▸ **THE RECORDS**
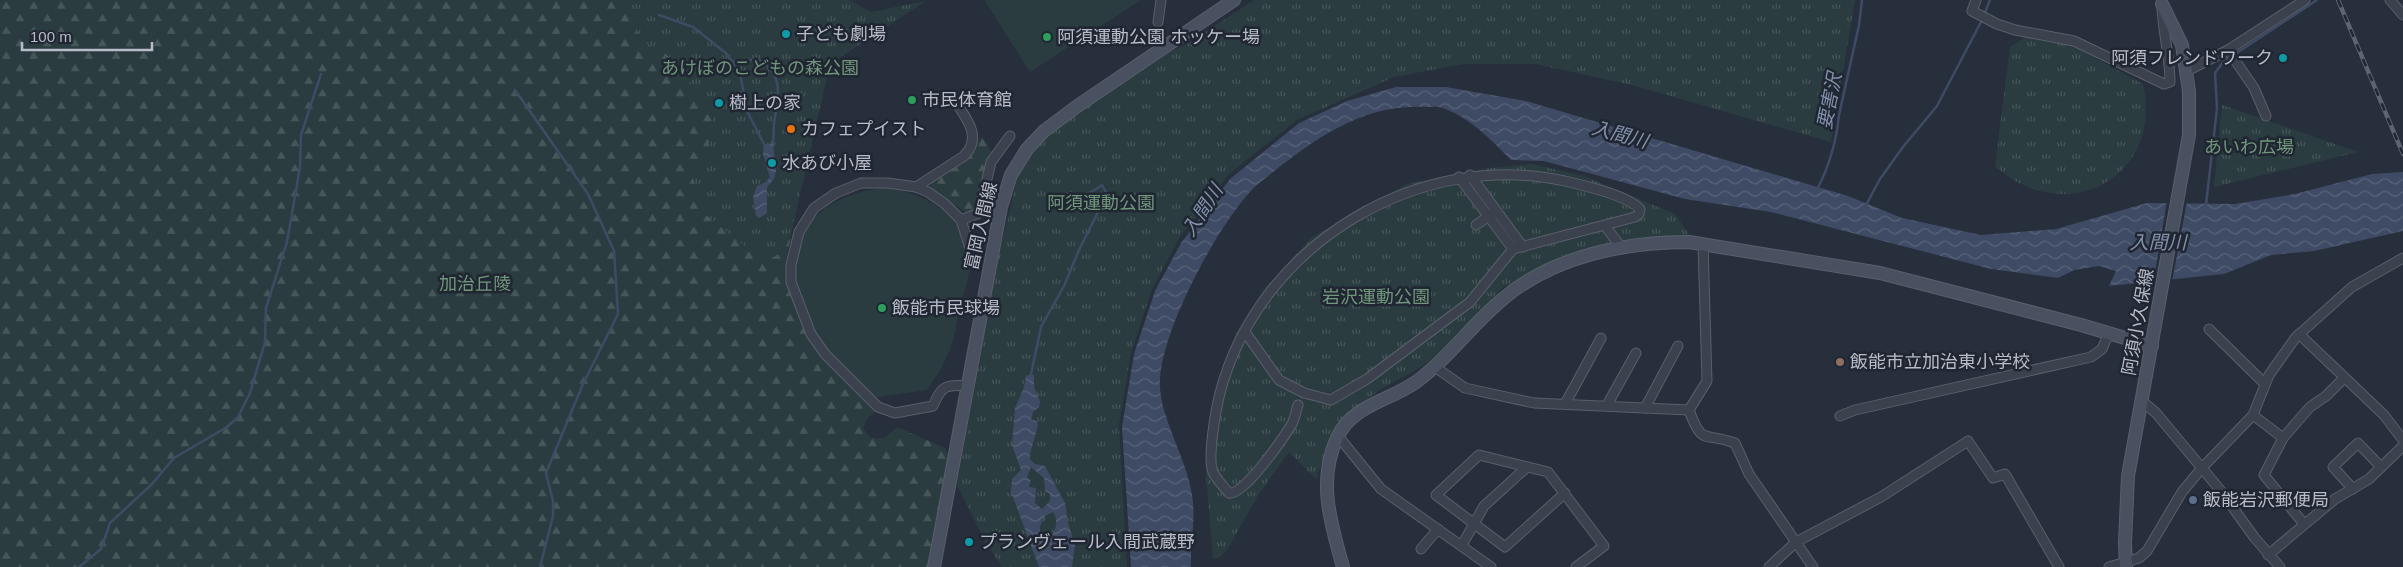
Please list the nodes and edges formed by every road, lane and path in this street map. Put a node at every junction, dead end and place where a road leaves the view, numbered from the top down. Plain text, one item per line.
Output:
1 (1161, 0) edge
2 (1234, 0) edge
3 (1976, 0) edge
4 (2305, 0) edge
5 (2390, 0) edge
6 (2161, 2) edge
7 (2403, 15) edge
8 (1158, 22) dead end
9 (2231, 54) junction
10 (2187, 72) junction
11 (955, 101) dead end
12 (2266, 116) dead end
13 (1010, 136) dead end
14 (1470, 176) junction
15 (1459, 177) junction
16 (916, 187) junction
17 (1492, 213) junction
18 (961, 220) junction
19 (1476, 225) dead end
20 (1605, 226) junction
21 (1618, 243) dead end
22 (1703, 243) junction
23 (1523, 247) junction
24 (1513, 249) junction
25 (971, 251) dead end
26 (2403, 258) edge
27 (2210, 328) dead end
28 (1245, 332) junction
29 (2299, 334) junction
30 (2108, 335) junction
31 (1601, 338) dead end
32 (1678, 346) dead end
33 (2152, 346) junction
34 (1636, 353) dead end
35 (1435, 367) junction
36 (2344, 378) junction
37 (2265, 384) junction
38 (967, 386) junction
39 (2142, 402) junction
40 (1565, 404) junction
41 (1298, 405) dead end
42 (1607, 405) junction
43 (1645, 408) junction
44 (1689, 410) junction
45 (2253, 415) junction
46 (1840, 416) dead end
47 (1338, 436) junction
48 (2283, 438) junction
49 (2403, 440) edge
50 (2403, 446) edge
51 (1527, 467) junction
52 (2381, 467) junction
53 (2201, 469) junction
54 (2353, 489) junction
55 (1565, 493) junction
56 (1474, 524) junction
57 (2304, 524) junction
58 (1438, 530) junction
59 (1796, 542) junction
60 (1462, 545) junction
61 (1421, 549) dead end
62 (2268, 555) junction
63 (2126, 565) edge
64 (934, 567) edge
65 (1343, 567) edge
66 (1491, 567) edge
67 (1576, 567) edge
68 (1769, 567) edge
69 (1813, 567) edge
70 (2059, 567) edge
71 (2109, 567) edge
72 (2280, 567) edge

1 - 8 street
2 - 38 street, 富岡入間線
3 - 6 street
4 - 9 street
5 - 7 street
6 - 10 street, 阿須小久保線
9 - 10 street
9 - 12 street
10 - 33 street, 阿須小久保線
11 - 16 street
13 - 18 street
14 - 15 street
14 - 17 street
14 - 20 street
15 - 17 street
15 - 28 street
16 - 18 street
16 - 38 street
17 - 19 street
17 - 23 street
17 - 24 street
18 - 25 street
20 - 21 street
20 - 23 street
22 - 30 street
22 - 35 street
22 - 44 street
23 - 24 street
24 - 28 street
26 - 29 street
27 - 37 street
28 - 41 street
29 - 36 street
29 - 37 street
30 - 33 street
30 - 46 street
31 - 40 street
32 - 43 street
33 - 39 street, 阿須小久保線
34 - 42 street
35 - 40 street
35 - 47 street
36 - 48 street
36 - 49 street
37 - 45 street
38 - 64 street, 富岡入間線
39 - 53 street
39 - 63 street, 阿須小久保線
40 - 42 street
42 - 43 street
43 - 44 street
44 - 59 street
45 - 48 street
45 - 53 street
47 - 58 street
47 - 65 street
48 - 57 street
50 - 52 street
51 - 55 street
51 - 56 street
51 - 56 street
52 - 54 street
52 - 54 street
53 - 62 street
53 - 63 street
54 - 57 street
55 - 56 street
55 - 67 street
56 - 60 street
57 - 62 street
58 - 60 street
58 - 61 street
59 - 68 street
59 - 69 street
59 - 70 street
60 - 66 street
62 - 72 street
63 - 71 street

▸ **DIRECTIONS**
Give back the entries verbatim but drop every picture.

▸ **WRITTEN SOLUTION**
Please list the nodes and edges formed by every road, lane and path in this street map. Put a node at every junction, dead end and place where a road leaves the view, numbered from the top down. Plain text, one item per line.
Output:
1 (1161, 0) edge
2 (1234, 0) edge
3 (1976, 0) edge
4 (2305, 0) edge
5 (2390, 0) edge
6 (2161, 2) edge
7 (2403, 15) edge
8 (1158, 22) dead end
9 (2231, 54) junction
10 (2187, 72) junction
11 (955, 101) dead end
12 (2266, 116) dead end
13 (1010, 136) dead end
14 (1470, 176) junction
15 (1459, 177) junction
16 (916, 187) junction
17 (1492, 213) junction
18 (961, 220) junction
19 (1476, 225) dead end
20 (1605, 226) junction
21 (1618, 243) dead end
22 (1703, 243) junction
23 (1523, 247) junction
24 (1513, 249) junction
25 (971, 251) dead end
26 (2403, 258) edge
27 (2210, 328) dead end
28 (1245, 332) junction
29 (2299, 334) junction
30 (2108, 335) junction
31 (1601, 338) dead end
32 (1678, 346) dead end
33 (2152, 346) junction
34 (1636, 353) dead end
35 (1435, 367) junction
36 (2344, 378) junction
37 (2265, 384) junction
38 (967, 386) junction
39 (2142, 402) junction
40 (1565, 404) junction
41 (1298, 405) dead end
42 (1607, 405) junction
43 (1645, 408) junction
44 (1689, 410) junction
45 (2253, 415) junction
46 (1840, 416) dead end
47 (1338, 436) junction
48 (2283, 438) junction
49 (2403, 440) edge
50 (2403, 446) edge
51 (1527, 467) junction
52 (2381, 467) junction
53 (2201, 469) junction
54 (2353, 489) junction
55 (1565, 493) junction
56 (1474, 524) junction
57 (2304, 524) junction
58 (1438, 530) junction
59 (1796, 542) junction
60 (1462, 545) junction
61 (1421, 549) dead end
62 (2268, 555) junction
63 (2126, 565) edge
64 (934, 567) edge
65 (1343, 567) edge
66 (1491, 567) edge
67 (1576, 567) edge
68 (1769, 567) edge
69 (1813, 567) edge
70 (2059, 567) edge
71 (2109, 567) edge
72 (2280, 567) edge

1 - 8 street
2 - 38 street, 富岡入間線
3 - 6 street
4 - 9 street
5 - 7 street
6 - 10 street, 阿須小久保線
9 - 10 street
9 - 12 street
10 - 33 street, 阿須小久保線
11 - 16 street
13 - 18 street
14 - 15 street
14 - 17 street
14 - 20 street
15 - 17 street
15 - 28 street
16 - 18 street
16 - 38 street
17 - 19 street
17 - 23 street
17 - 24 street
18 - 25 street
20 - 21 street
20 - 23 street
22 - 30 street
22 - 35 street
22 - 44 street
23 - 24 street
24 - 28 street
26 - 29 street
27 - 37 street
28 - 41 street
29 - 36 street
29 - 37 street
30 - 33 street
30 - 46 street
31 - 40 street
32 - 43 street
33 - 39 street, 阿須小久保線
34 - 42 street
35 - 40 street
35 - 47 street
36 - 48 street
36 - 49 street
37 - 45 street
38 - 64 street, 富岡入間線
39 - 53 street
39 - 63 street, 阿須小久保線
40 - 42 street
42 - 43 street
43 - 44 street
44 - 59 street
45 - 48 street
45 - 53 street
47 - 58 street
47 - 65 street
48 - 57 street
50 - 52 street
51 - 55 street
51 - 56 street
51 - 56 street
52 - 54 street
52 - 54 street
53 - 62 street
53 - 63 street
54 - 57 street
55 - 56 street
55 - 67 street
56 - 60 street
57 - 62 street
58 - 60 street
58 - 61 street
59 - 68 street
59 - 69 street
59 - 70 street
60 - 66 street
62 - 72 street
63 - 71 street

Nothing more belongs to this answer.